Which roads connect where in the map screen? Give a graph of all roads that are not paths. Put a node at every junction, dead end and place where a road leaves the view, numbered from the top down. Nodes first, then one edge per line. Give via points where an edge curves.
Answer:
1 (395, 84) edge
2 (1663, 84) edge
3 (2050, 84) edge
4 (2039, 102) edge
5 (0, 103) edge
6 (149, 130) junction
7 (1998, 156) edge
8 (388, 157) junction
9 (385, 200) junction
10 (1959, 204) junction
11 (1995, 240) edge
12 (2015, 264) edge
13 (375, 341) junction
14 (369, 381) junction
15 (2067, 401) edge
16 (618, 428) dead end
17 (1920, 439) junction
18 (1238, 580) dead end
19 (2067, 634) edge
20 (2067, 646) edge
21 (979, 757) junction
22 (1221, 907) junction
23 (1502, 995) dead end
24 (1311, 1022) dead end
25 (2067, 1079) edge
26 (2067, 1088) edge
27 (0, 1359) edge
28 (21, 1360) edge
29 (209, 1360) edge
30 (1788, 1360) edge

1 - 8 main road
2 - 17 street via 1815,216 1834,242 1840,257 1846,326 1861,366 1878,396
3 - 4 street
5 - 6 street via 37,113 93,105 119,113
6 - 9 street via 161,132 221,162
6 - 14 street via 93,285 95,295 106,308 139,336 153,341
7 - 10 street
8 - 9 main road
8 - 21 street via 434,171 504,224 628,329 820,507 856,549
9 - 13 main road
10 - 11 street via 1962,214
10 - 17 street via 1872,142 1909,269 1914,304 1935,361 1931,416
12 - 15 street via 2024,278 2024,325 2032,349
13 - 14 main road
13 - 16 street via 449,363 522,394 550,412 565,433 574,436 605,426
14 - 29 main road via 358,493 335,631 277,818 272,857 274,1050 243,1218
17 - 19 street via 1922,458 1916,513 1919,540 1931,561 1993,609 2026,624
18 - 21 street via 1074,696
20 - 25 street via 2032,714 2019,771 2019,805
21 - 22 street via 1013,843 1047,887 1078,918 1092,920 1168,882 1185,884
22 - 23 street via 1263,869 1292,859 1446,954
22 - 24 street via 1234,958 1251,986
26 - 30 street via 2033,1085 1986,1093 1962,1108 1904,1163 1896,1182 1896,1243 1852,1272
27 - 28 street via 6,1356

_Assigned task_:
Copy each line of the listing that carries the word "junction".

_Problem solution_:
Which roads connect where in the map screen? Give a graph of all roads that are not paths. Put a node at every junction, dead end and place where a road leaves the view, numbered from the top down. Nodes first, then one edge per line. Give via points where an edge curves.
6 (149, 130) junction
8 (388, 157) junction
9 (385, 200) junction
10 (1959, 204) junction
13 (375, 341) junction
14 (369, 381) junction
17 (1920, 439) junction
21 (979, 757) junction
22 (1221, 907) junction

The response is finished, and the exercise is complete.